You are the fount that makes small brooks to flow:
Now stops thy spring; my sea shall suck them dry,
And swell so much the higher by their ebb.
Hence with him to the Tower; let him not speak.
[Exeunt some with KING HENRY VI]
And, lords, towards Coventry bend we our course
Where peremptory Warwick now remains:
The sun shines hot; and, if we use delay,
Cold biting winter mars our hoped-for hay.

7

Henry VI, Part III
[V, 4]

Queen Margaret

2805

Great lords, wise men ne'er sit and wail their loss,
But cheerly seek how to redress their harms.
What though the mast be now blown overboard,
The cable broke, the holding-anchor lost,
And half our sailors swallow'd in the flood?
Yet lives our pilot still.
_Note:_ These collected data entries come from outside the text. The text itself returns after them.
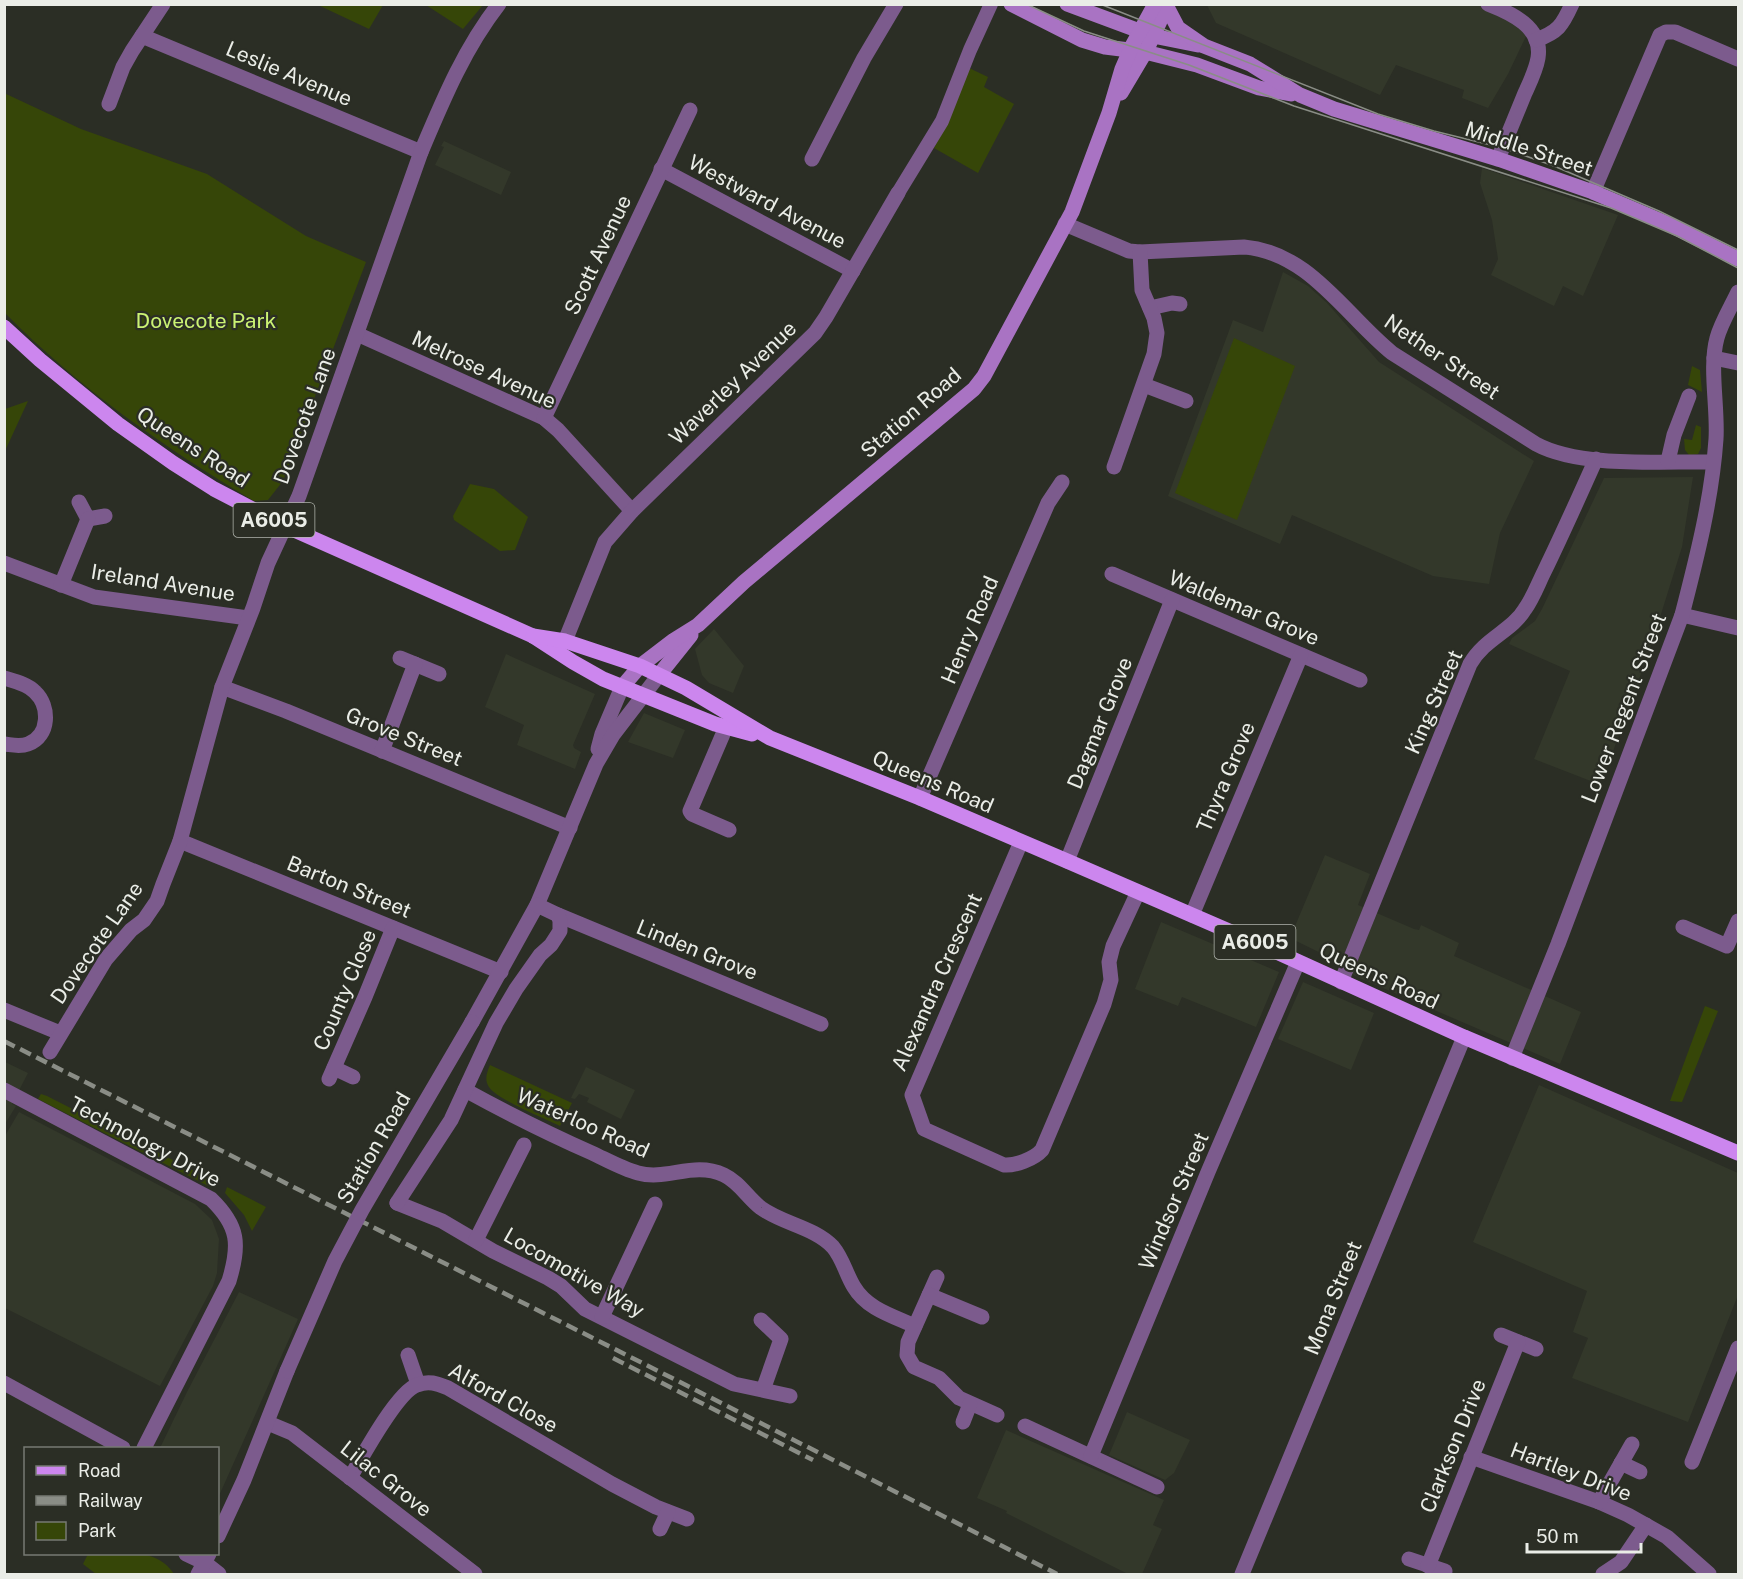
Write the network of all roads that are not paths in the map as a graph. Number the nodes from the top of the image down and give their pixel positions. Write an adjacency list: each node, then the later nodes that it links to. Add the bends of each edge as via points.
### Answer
1 (163, 4): 11 (street)
2 (499, 4): 19 (street, Dovecote Lane, via 471,44)
3 (896, 4): 20 (street)
4 (991, 4): 24 (street, Waverley Avenue, via 942,121)
5 (1011, 4): 14 (main road, Middle Street, via 1082,40)
6 (1067, 4): 10 (main road, Middle Street)
7 (1488, 4): 12 (street, via 1520,20)
8 (1572, 4): 12 (street, via 1560,28)
9 (1163, 5): 10 (main road, Station Road); 13 (main road, Middle Street, via 1178,28)
10 (1146, 34): 13 (main road, Middle Street); 14 (main road, Station Road)
11 (142, 36): 17 (street, via 123,67); 19 (street, Leslie Avenue)
12 (1536, 40): 21 (street, via 1538,59)
13 (1204, 46): 16 (main road, Middle Street, via 1250,64)
14 (1138, 51): 16 (main road, Middle Street, via 1197,65 1259,88); 25 (main road, Station Road)
15 (1738, 59): 23 (street, via 1675,32 1666,32 1656,41)
16 (1300, 95): 21 (main road, Middle Street)
17 (109, 104)
18 (690, 110): 22 (street, Scott Avenue)
19 (421, 152): 33 (street, Dovecote Lane)
20 (812, 159)
21 (1498, 159): 23 (main road, Middle Street)
22 (661, 169): 28 (street, Westward Avenue); 39 (street, Scott Avenue)
23 (1593, 192): 27 (main road, Middle Street)
24 (898, 193): 28 (street, Waverley Avenue)
25 (1065, 224): 26 (street, Nether Street); 56 (main road, Station Road, via 993,363 974,389)
26 (1140, 252): 31 (street, via 1142,290); 40 (street, Nether Street, via 1244,247 1285,258 1311,275 1372,337 1411,366 1546,450)
27 (1738, 259)
28 (853, 271): 46 (street, Waverley Avenue, via 815,333)
29 (1738, 292): 34 (street, Lower Regent Street, via 1717,338)
30 (1180, 304): 31 (street)
31 (1150, 308): 36 (street, via 1157,333)
32 (4, 327): 49 (main road, Queens Road / A6005, via 118,424 173,463)
33 (357, 334): 39 (street, Melrose Avenue); 49 (street, Dovecote Lane)
34 (1714, 358): 35 (street); 42 (street, Lower Regent Street)
35 (1738, 363)
36 (1144, 385): 38 (street); 43 (street)
37 (1689, 396): 41 (street)
38 (1186, 401)
39 (544, 418): 46 (street, Melrose Avenue)
40 (1596, 459): 41 (street, Nether Street); 91 (street, King Street, via 1526,609 1480,649 1470,664)
41 (1668, 461): 42 (street, Nether Street)
42 (1713, 462): 54 (street, Lower Regent Street)
43 (1114, 467)
44 (1062, 482): 76 (street, Henry Road, via 1048,503)
45 (79, 502): 48 (street)
46 (632, 511): 59 (street, Waverley Avenue, via 605,542)
47 (105, 516): 48 (street)
48 (88, 519): 52 (street)
49 (285, 526): 55 (street, Dovecote Lane); 58 (main road, Queens Road / A6005)
50 (4, 563): 52 (street, Ireland Avenue)
51 (1112, 574): 53 (street, Waldemar Grove)
52 (61, 585): 55 (street, Ireland Avenue, via 102,599)
53 (1172, 600): 60 (street, Waldemar Grove); 81 (street, Dagmar Grove)
54 (1682, 615): 57 (street); 97 (street, Lower Regent Street)
55 (248, 618): 68 (street, Dovecote Lane)
56 (698, 625): 63 (main road, Station Road); 65 (main road, Station Road)
57 (1738, 628)
58 (533, 636): 59 (main road, Queens Road / A6005); 69 (main road, Queens Road / A6005)
59 (565, 641): 63 (main road, Queens Road / A6005)
60 (1301, 655): 67 (street, Waldemar Grove); 85 (street, Thyra Grove)
61 (400, 658): 62 (street)
62 (415, 664): 64 (street); 74 (street)
63 (640, 666): 65 (main road, Queens Road / A6005); 69 (main road, Station Road)
64 (440, 674)
65 (659, 675): 70 (street, Station Road); 72 (main road, Queens Road / A6005)
66 (4, 678): 73 (street, via 33,689 45,706 46,716 36,740 18,746)
67 (1360, 680)
68 (222, 687): 74 (street, Grove Street); 79 (street, Dovecote Lane)
69 (622, 687): 70 (main road, Queens Road / A6005); 75 (street, Station Road, via 602,734)
70 (642, 695): 71 (main road, Queens Road / A6005); 75 (street, Station Road)
71 (726, 728): 72 (main road, Queens Road / A6005); 78 (street, via 690,811)
72 (770, 738): 76 (main road, Queens Road / A6005)
73 (4, 744)
74 (381, 751): 77 (street, Grove Street)
75 (596, 764): 77 (street, Station Road)
76 (920, 798): 80 (main road, Queens Road / A6005)
77 (570, 828): 83 (street, Station Road)
78 (729, 830)
79 (180, 841): 88 (street, Barton Street); 94 (street, Dovecote Lane, via 156,901 144,920 106,959)
80 (1021, 842): 81 (main road, Queens Road / A6005); 82 (street, Alexandra Crescent, via 912,1095 924,1129 1004,1166 1042,1150 1104,1004 1111,980 1109,962 1113,946)
81 (1067, 861): 82 (main road, Queens Road / A6005)
82 (1138, 892): 85 (main road, Queens Road / A6005)
83 (537, 905): 84 (street); 90 (street, Station Road)
84 (558, 915): 93 (street, Linden Grove); 100 (street, via 560,931 516,989)
85 (1192, 915): 89 (main road, Queens Road / A6005)
86 (1738, 921): 87 (street, via 1727,946)
87 (1683, 927)
88 (393, 928): 90 (street, Barton Street); 98 (street, County Close, via 332,1074)
89 (1298, 962): 91 (main road, Queens Road / A6005); 128 (street, Windsor Street)
90 (501, 972): 123 (street, Station Road, bridge, via 335,1261)
91 (1341, 982): 95 (main road, Queens Road / A6005)
92 (4, 1010): 94 (street, Dovecote Lane)
93 (821, 1024)
94 (60, 1034): 96 (street, Dovecote Lane)
95 (1464, 1037): 97 (main road, Queens Road / A6005); 148 (street, Mona Street)
96 (50, 1053)
97 (1512, 1058): 102 (main road, Queens Road / A6005)
98 (354, 1077)
99 (4, 1090): 127 (street, Technology Drive, via 211,1199 234,1230 236,1251 229,1281)
100 (465, 1090): 104 (street, Locomotive Way, via 442,1135 397,1203); 110 (street, Waterloo Road, via 637,1173 657,1175 696,1169 724,1175 762,1208 829,1243 865,1301)
101 (524, 1145): 104 (street)
102 (1738, 1153)
103 (655, 1204): 107 (street)
104 (476, 1240): 107 (street, Locomotive Way, via 548,1278 585,1309)
105 (937, 1277): 106 (street)
106 (929, 1295): 108 (street); 110 (street)
107 (602, 1317): 118 (street, Locomotive Way, via 734,1384)
108 (982, 1317)
109 (761, 1320): 118 (street, via 781,1340)
110 (915, 1326): 120 (street, via 906,1350 910,1362 939,1378)
111 (1501, 1335): 112 (street)
112 (1518, 1342): 114 (street); 129 (street, Clarkson Drive)
113 (1738, 1348): 130 (street)
114 (1536, 1349)
115 (408, 1355): 117 (street)
116 (4, 1383): 126 (street)
117 (418, 1384): 133 (street, Alford Close, via 404,1394); 136 (street, Alford Close, via 433,1382 448,1388 612,1484)
118 (763, 1390): 119 (street, Locomotive Way)
119 (790, 1396)
120 (970, 1404): 121 (street); 122 (street)
121 (996, 1415)
122 (963, 1422)
123 (268, 1423): 133 (street, Lilac Grove, via 292,1433); 140 (street, Station Road)
124 (1025, 1426): 128 (street)
125 (1632, 1443): 131 (street)
126 (119, 1447)
127 (145, 1447)
128 (1090, 1456): 134 (street)
129 (1471, 1458): 135 (street, Hartley Drive); 144 (street, Clarkson Drive)
130 (1692, 1462)
131 (1621, 1463): 132 (street); 135 (street)
132 (1640, 1472)
133 (350, 1478): 147 (street, Lilac Grove)
134 (1157, 1486)
135 (1599, 1502): 138 (street, Hartley Drive)
136 (668, 1512): 137 (street, Alford Close); 139 (street)
137 (687, 1519)
138 (1646, 1525): 149 (street, via 1621,1562); 150 (street, Hartley Drive, via 1667,1537)
139 (660, 1529)
140 (219, 1534)
141 (188, 1555): 143 (street)
142 (1408, 1559): 144 (street)
143 (204, 1564): 146 (street)
144 (1428, 1566): 145 (street)
145 (1444, 1571)
146 (219, 1575)
147 (475, 1575)
148 (1242, 1575)
149 (1603, 1575)
150 (1709, 1575)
Is't meet that he
Should leave the helm and like a fearful lad
With tearful eyes add water to the sea
And give more strength to that which hath too much,
Whiles, in his moan, the ship splits on the rock,
Which industry and courage might have saved?
Ah, what a shame! ah, what a fault were this!
Say Warwick was our anchor; what of that?
And Montague our topmost; what of him?
Our slaughter'd friends the tackles; what of these?
Why, is not Oxford here another anchor?
And Somerset another goodly mast?
The friends of France our shrouds and tacklings?
And, though unskilful, why not Ned and I
For once allow'd the skilful pilot's charge?
We will not from the helm to sit and weep,
But keep our course, though the rough wind say no,
From shelves and rocks that threaten us with wreck.
As good to chide the waves as speak them fair.
And what is Edward but ruthless sea?
What Clarence but a quicksand of deceit?
And Richard but a ragged fatal rock?
All these the enemies to our poor bark.
Say you can swim; alas, 'tis but a while!
Tread on the sand; why, there you quickly sink:
Bestride the rock; the tide will wash you off,
Or else you famish; that's a threefold death.
This speak I, lords, to let you understand,
If case some one of you would fly from us,
That there's no hoped-for mercy with the brothers
More than with ruthless waves, with sands and rocks.
Why, courage then! what cannot be avoided
'Twere childish weakness to lament or fear.

8

Henry VI, Part III
[V, 6]

Henry VI

3016

I, Daedalus; my poor boy, Icarus;
Thy father, Minos, that denied our course;
The sun that sear'd the wings of my sweet boy
Thy brother Edward, and thyself the sea
Whose envious gulf did swallow up his life.
Ah, kill me with thy weapon, not with words!
My breast can better brook thy dagger's point
Than can my ears that tragic history.
But wherefore dost thou come? is't for my life?